= Bruce Poulton =

Bruce Poulton (March 7, 1927 – June 19, 2015) was the tenth chancellor of North Carolina State University from 1982 to 1989.

Poulton was born in Yonkers, New York. He was educated at Rutgers University, where he received a Ph.D. in endocrinology in 1956.

In 1971 he was appointed as vice president of the University of Maine, an office he held until becoming chancellor of the consolidated University of New Hampshire in 1975.

In 1982 Poulton left New Hampshire to serve as chancellor of North Carolina State University; he was the school's 10th chief executive. While at N.C. State he obtained land and funding for the university's Centennial Campus. He also developed Centennial Campus's first master plan. He stepped down from the chancellor's position in 1989 and served as director of N.C. State's Literacy Systems Center. The Poulton Innovation Center on Centennial Campus was named in his honor.

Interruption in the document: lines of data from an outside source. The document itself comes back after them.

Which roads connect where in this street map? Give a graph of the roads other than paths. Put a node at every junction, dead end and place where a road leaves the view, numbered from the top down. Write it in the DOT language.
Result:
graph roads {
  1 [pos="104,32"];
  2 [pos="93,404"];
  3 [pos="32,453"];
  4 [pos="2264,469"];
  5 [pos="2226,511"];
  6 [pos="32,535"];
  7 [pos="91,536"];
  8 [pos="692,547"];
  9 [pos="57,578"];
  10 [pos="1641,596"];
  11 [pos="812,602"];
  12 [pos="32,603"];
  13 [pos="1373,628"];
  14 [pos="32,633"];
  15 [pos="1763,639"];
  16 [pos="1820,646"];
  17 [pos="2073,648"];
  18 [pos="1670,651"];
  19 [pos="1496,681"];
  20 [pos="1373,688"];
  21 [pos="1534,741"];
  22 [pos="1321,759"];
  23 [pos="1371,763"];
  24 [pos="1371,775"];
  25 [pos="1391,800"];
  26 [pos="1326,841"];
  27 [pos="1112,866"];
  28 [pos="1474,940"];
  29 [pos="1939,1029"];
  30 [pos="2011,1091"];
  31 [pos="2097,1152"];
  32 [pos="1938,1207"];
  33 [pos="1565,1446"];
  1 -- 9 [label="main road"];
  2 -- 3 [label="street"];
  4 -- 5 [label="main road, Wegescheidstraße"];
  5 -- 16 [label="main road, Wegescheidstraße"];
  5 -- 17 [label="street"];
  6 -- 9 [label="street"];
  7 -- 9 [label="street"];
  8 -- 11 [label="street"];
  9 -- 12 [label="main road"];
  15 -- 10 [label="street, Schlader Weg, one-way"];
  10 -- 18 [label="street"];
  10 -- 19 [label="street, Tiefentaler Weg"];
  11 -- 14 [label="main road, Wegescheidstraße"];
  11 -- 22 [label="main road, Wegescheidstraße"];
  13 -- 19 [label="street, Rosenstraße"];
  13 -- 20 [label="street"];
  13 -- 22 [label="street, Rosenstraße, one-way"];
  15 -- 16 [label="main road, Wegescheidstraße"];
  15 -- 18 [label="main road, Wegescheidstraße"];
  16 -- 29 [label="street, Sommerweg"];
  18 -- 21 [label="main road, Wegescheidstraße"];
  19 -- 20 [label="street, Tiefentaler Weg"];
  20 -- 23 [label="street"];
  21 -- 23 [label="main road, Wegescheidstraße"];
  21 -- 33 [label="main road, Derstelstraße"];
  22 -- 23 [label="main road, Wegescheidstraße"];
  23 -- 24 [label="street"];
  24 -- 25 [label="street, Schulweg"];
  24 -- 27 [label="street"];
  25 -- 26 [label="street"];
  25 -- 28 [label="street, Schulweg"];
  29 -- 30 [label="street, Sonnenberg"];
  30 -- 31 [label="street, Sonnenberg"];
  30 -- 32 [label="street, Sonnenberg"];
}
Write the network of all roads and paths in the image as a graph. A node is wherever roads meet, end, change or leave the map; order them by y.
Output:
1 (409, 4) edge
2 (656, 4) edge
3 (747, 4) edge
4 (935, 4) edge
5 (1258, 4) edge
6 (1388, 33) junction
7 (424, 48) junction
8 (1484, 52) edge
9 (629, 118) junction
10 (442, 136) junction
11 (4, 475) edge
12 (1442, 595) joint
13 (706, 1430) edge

Poulton's resignation was marked with controversy as it came just before the release of a six-month investigation into N.C. State's athletic department. The investigation was triggered by Peter Golenbock's Personal Fouls: The Broken Promises and Shattered Dreams of Big Money Basketball at Jim Valvano's North Carolina State and allegations made therein against the school's basketball program under head coach Jim Valvano. Poulton died in Raleigh, North Carolina on June 19, 2015 at the age of 88.